Duchenne Muscular Dystrophy Manual:
III.A.3: The Habits of Successfull People


Because every child is different, it is difficult to give hard and fast rules about what should happen and when. Dark pronouncements like "Your child will be chair-bound by age eight" may become sad self-fulfilling prophecies if we allow ourselves to stop trying. In the last analysis, it is up to you and your child to decide what should be done.

What we can say is what those people with DMD who live the longest and most fulfilled lives did. We'll get into more detail later, but here is a general time table for successful living with DMD:

After your child is diagnosed, he does his physical therapy as much as he can stand it. Sometime between age 8 and age 12 he has to give up walking, and gets an electric wheelchair.

After that, he keeps an eye on his backbone: if it starts to curve too much too fast, he gets an operation to stabilize his backbone from the inside.
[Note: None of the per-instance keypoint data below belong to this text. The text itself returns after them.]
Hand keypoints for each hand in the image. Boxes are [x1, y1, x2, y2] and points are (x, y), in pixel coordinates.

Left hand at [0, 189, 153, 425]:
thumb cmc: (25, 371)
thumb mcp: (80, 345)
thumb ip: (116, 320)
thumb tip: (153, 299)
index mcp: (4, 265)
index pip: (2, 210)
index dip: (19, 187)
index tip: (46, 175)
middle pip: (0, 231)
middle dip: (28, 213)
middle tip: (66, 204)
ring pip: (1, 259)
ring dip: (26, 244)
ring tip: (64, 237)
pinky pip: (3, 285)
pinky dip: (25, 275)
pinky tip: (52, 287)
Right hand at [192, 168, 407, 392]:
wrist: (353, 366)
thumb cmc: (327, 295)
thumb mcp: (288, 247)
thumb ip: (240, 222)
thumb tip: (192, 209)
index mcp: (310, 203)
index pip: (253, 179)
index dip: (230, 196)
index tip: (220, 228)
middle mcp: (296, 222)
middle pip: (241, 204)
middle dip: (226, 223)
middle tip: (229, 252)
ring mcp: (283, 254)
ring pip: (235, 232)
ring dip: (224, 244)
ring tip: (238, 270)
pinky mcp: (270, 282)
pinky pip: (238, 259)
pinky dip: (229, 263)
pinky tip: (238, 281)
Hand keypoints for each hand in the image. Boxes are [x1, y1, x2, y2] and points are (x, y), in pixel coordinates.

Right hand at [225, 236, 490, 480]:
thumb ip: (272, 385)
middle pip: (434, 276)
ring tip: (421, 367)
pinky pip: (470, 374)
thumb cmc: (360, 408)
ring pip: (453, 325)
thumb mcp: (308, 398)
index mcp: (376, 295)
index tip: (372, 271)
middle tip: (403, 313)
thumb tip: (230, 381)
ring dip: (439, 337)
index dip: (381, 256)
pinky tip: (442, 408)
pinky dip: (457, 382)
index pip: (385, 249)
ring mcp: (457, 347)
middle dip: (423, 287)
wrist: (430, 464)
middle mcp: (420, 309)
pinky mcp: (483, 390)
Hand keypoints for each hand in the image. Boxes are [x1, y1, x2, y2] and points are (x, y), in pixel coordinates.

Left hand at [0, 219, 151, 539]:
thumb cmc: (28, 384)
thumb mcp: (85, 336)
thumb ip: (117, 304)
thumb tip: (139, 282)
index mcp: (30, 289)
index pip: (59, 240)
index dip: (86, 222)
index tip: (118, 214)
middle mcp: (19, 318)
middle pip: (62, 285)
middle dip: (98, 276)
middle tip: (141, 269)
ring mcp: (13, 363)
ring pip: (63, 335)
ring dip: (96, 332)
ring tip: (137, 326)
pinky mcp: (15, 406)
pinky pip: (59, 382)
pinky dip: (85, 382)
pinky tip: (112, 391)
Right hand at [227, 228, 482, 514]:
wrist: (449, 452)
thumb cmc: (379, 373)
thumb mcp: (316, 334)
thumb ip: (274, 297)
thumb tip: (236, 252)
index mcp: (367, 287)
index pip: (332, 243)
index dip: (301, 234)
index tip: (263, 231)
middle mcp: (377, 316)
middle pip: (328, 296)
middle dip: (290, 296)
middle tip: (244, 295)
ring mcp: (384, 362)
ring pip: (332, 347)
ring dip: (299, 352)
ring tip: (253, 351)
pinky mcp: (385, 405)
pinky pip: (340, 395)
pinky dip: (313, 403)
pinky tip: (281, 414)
This often happens between ages 12 and 16.

He has annual heart checkups (EKGs and echocardiograms), so that potential problems can be diagnosed in time, and be treated with medication.

He also keeps an eye on his air intake: if he breathes too shallowly during part of the day or night, he gets assistance during that time from an assortment of pumps and breathing masks. Before that doesn't suffice anymore, often between ages 16 and 20, he has an operation to make an opening in his breathing tube, which can be connected to a breathing machine.

After that, barring accidents and complications, he lives as happily ever after as anybody else. Which means, in the real world, that he has to face many challenges and disappointments. But that's life.